Do you want to have children?

I think getting married and raising a family is a destiny given to one to follow. Whether or not you follow a religion to guide your decisions in life. But that's just my opinion, and I'm aware others may have a different idea than me.

Raising a family is a hard life to undergo, no doubt about it. But it is certainly a rewardingly full of love bond to embrace for you, your children, and even others out in the world.

And I have seen others participate in the vocation and are proud of who they are and what they do (like Canadian Guy Eh if anyone here watches his channel.)


That said, I don't think it's a life for me personally. I don't think it's a desire in my DNA to want to accomplish no matter what, which I think is an important thing to feel whatever it is we're passionate about doing in life.


I will say, I gotta like what Rock_Salazar had to say about feeling committed to give birth to a new generation and continuing his family name. I like the nobility of what he said in his post.
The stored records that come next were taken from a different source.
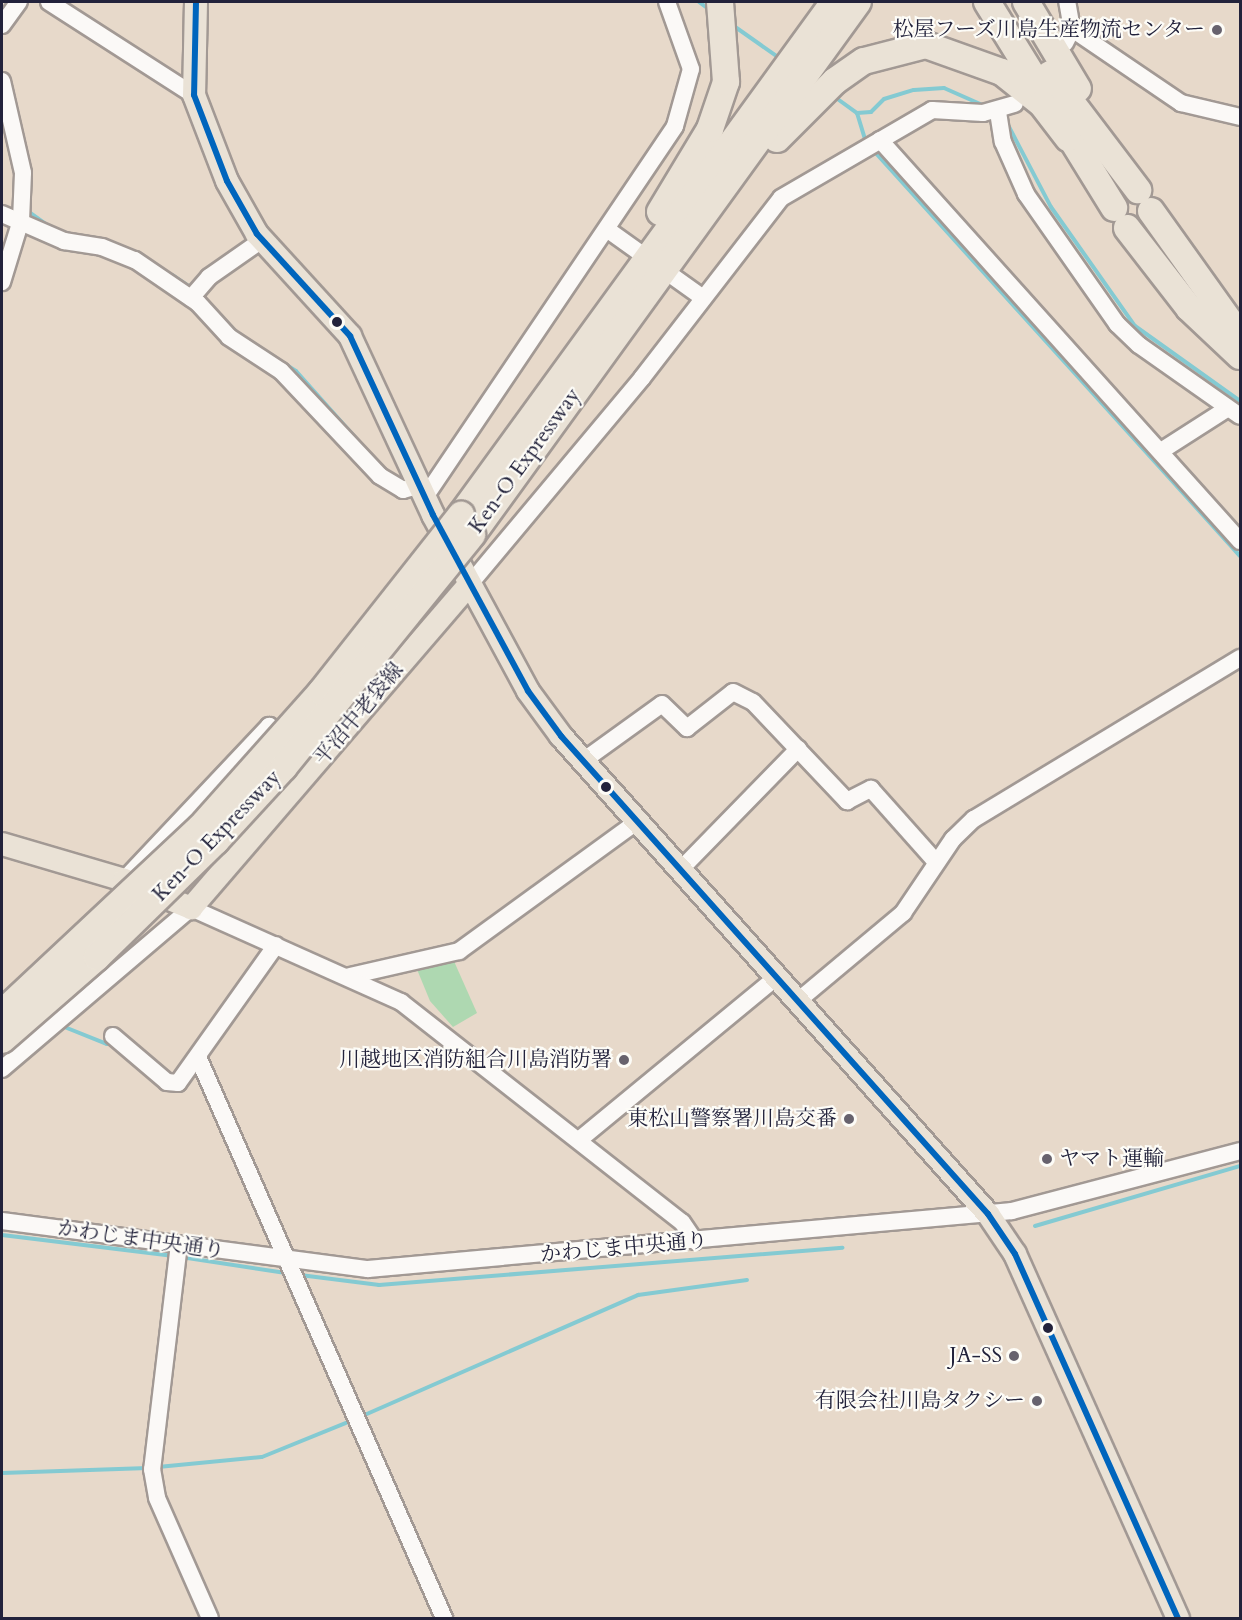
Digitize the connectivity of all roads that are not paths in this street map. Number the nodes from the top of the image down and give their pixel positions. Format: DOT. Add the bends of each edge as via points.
graph roads {
  1 [pos="19,2"];
  2 [pos="49,2"];
  3 [pos="196,2"];
  4 [pos="667,2"];
  5 [pos="834,2"];
  6 [pos="858,2"];
  7 [pos="987,2"];
  8 [pos="1002,2"];
  9 [pos="1026,2"];
  10 [pos="1067,2"];
  11 [pos="724,16"];
  12 [pos="2,26"];
  13 [pos="796,70"];
  14 [pos="2,81"];
  15 [pos="194,95"];
  16 [pos="1015,104"];
  17 [pos="993,112"];
  18 [pos="1240,117"];
  19 [pos="1068,138"];
  20 [pos="873,144"];
  21 [pos="1122,164"];
  22 [pos="729,182"];
  23 [pos="2,214"];
  24 [pos="21,220"];
  25 [pos="608,230"];
  26 [pos="262,240"];
  27 [pos="649,260"];
  28 [pos="2,282"];
  29 [pos="194,294"];
  30 [pos="703,298"];
  31 [pos="1240,336"];
  32 [pos="1240,356"];
  33 [pos="1233,413"];
  34 [pos="1161,451"];
  35 [pos="422,491"];
  36 [pos="466,525"];
  37 [pos="1240,541"];
  38 [pos="469,585"];
  39 [pos="1240,658"];
  40 [pos="798,749"];
  41 [pos="583,761"];
  42 [pos="315,767"];
  43 [pos="638,821"];
  44 [pos="2,844"];
  45 [pos="936,862"];
  46 [pos="681,869"];
  47 [pos="124,880"];
  48 [pos="191,908"];
  49 [pos="276,945"];
  50 [pos="350,976"];
  51 [pos="778,976"];
  52 [pos="799,1000"];
  53 [pos="2,1013"];
  54 [pos="113,1036"];
  55 [pos="2,1040"];
  56 [pos="198,1057"];
  57 [pos="2,1069"];
  58 [pos="579,1140"];
  59 [pos="1240,1151"];
  60 [pos="988,1214"];
  61 [pos="2,1221"];
  62 [pos="695,1241"];
  63 [pos="179,1244"];
  64 [pos="286,1259"];
  65 [pos="210,1618"];
  66 [pos="444,1618"];
  67 [pos="1178,1618"];
  1 -- 12 [label="street"];
  2 -- 15 [label="street"];
  3 -- 15 [label="main road"];
  4 -- 25 [label="street" via="687,51 691,84 675,126"];
  5 -- 13 [label="highway, Ken-O Expressway"];
  6 -- 13 [label="highway, Ken-O Expressway"];
  7 -- 19 [label="highway" via="1047,93"];
  8 -- 21 [label="highway" via="1057,85"];
  9 -- 21 [label="highway"];
  10 -- 18 [label="street" via="1069,36 1180,103"];
  11 -- 27 [label="highway" via="726,82 710,129"];
  13 -- 22 [label="highway, Ken-O Expressway"];
  13 -- 27 [label="highway, Ken-O Expressway"];
  14 -- 24 [label="street" via="23,173"];
  15 -- 26 [label="main road" via="226,181"];
  16 -- 17 [label="street"];
  17 -- 20 [label="street" via="932,110"];
  17 -- 33 [label="street" via="1026,194 1117,324"];
  19 -- 22 [label="highway" via="1042,104 1002,72 926,45 864,61 835,81 748,172"];
  19 -- 32 [label="highway" via="1121,218 1189,308"];
  20 -- 30 [label="street" via="781,198"];
  20 -- 34 [label="street"];
  21 -- 31 [label="highway"];
  22 -- 27 [label="highway, Ken-O Expressway"];
  23 -- 24 [label="street"];
  24 -- 28 [label="street"];
  24 -- 29 [label="street" via="64,241 119,251"];
  25 -- 27 [label="street"];
  25 -- 35 [label="street"];
  26 -- 29 [label="street"];
  26 -- 35 [label="main road" via="350,336"];
  27 -- 30 [label="street"];
  27 -- 36 [label="highway, Ken-O Expressway"];
  27 -- 36 [label="highway, Ken-O Expressway" via="550,395"];
  29 -- 35 [label="street" via="229,337 310,397 380,476 403,490"];
  30 -- 38 [label="street"];
  33 -- 34 [label="street"];
  34 -- 37 [label="street"];
  35 -- 38 [label="main road"];
  36 -- 53 [label="highway, Ken-O Expressway, bridge" via="200,828"];
  36 -- 55 [label="highway, Ken-O Expressway, bridge" via="321,723 216,841 98,957"];
  38 -- 41 [label="main road" via="528,691"];
  38 -- 42 [label="main road, 平沼中老袋線"];
  39 -- 45 [label="street" via="1001,800 974,819"];
  40 -- 41 [label="street" via="753,702 733,692 687,728 662,704"];
  40 -- 45 [label="street" via="847,801 872,789"];
  40 -- 46 [label="street"];
  41 -- 43 [label="main road"];
  42 -- 47 [label="street" via="269,726"];
  42 -- 48 [label="main road, 平沼中老袋線"];
  43 -- 46 [label="main road"];
  43 -- 50 [label="street" via="459,951"];
  44 -- 47 [label="main road"];
  45 -- 52 [label="street" via="903,913"];
  46 -- 51 [label="main road"];
  47 -- 48 [label="main road"];
  48 -- 49 [label="street"];
  48 -- 57 [label="street"];
  49 -- 50 [label="street"];
  49 -- 56 [label="street"];
  50 -- 58 [label="street" via="401,1002"];
  51 -- 52 [label="main road"];
  51 -- 58 [label="street"];
  52 -- 60 [label="main road"];
  54 -- 56 [label="street" via="174,1084"];
  56 -- 64 [label="street"];
  58 -- 62 [label="street" via="682,1222"];
  59 -- 60 [label="street, かわじま中央通り" via="1055,1202"];
  60 -- 62 [label="street, かわじま中央通り"];
  60 -- 67 [label="main road" via="1015,1254"];
  61 -- 63 [label="street, かわじま中央通り"];
  62 -- 64 [label="street, かわじま中央通り" via="368,1269"];
  63 -- 64 [label="street, かわじま中央通り"];
  63 -- 65 [label="street" via="152,1469 158,1498"];
  64 -- 66 [label="street"];
}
Makes me want to think someday, when I'm out on my own, about his thoughts and think again if I want to pursue that way of life…
 
i'm still technically a kid but I'd love to have kids!! only problem is i'm not biologically able too...... tho if i ever get married i'd love to adopt instead! i'd just love to have kids to spoil and bake treats for <3
 
I kinda do, but my main problems are that I don't make enough money to support another living human and that I get headaches really easily around loud people. So a crying baby is probably not a good idea. But who knows... maybe if I can ever afford it perhaps adoption of an older child could be an option to skip the baby phase =P
 
i'll echo the reasons most of the "no" people have said in here. i personally don't feel comfortable bringing a kid into the world as it is currently, but i have thought about fostering or adopting one day. then the issue becomes that i don't think i have the patience or energy or time to be a good parent, but plenty of good parents make it work in the end despite those worries. so now the real qualm: i have too many things i want to do in my own life!! i got out of a relationship at the start of this year, and the freedom i've gained to put time and effort into my career has been enormous. my life is so so so so short and i'll be lucky if a do a tenth of the things i want to accomplish before it's over. i have nothing but respect for people who put their own lives on hold to raise children, and maybe it's just because i'm young, but personally, having kids just sounds like putting a handicap on myself that stops me from living up to my full potential. and THAT is the kind of thinking that reaffirms to me that i would be a terrible parent, lol.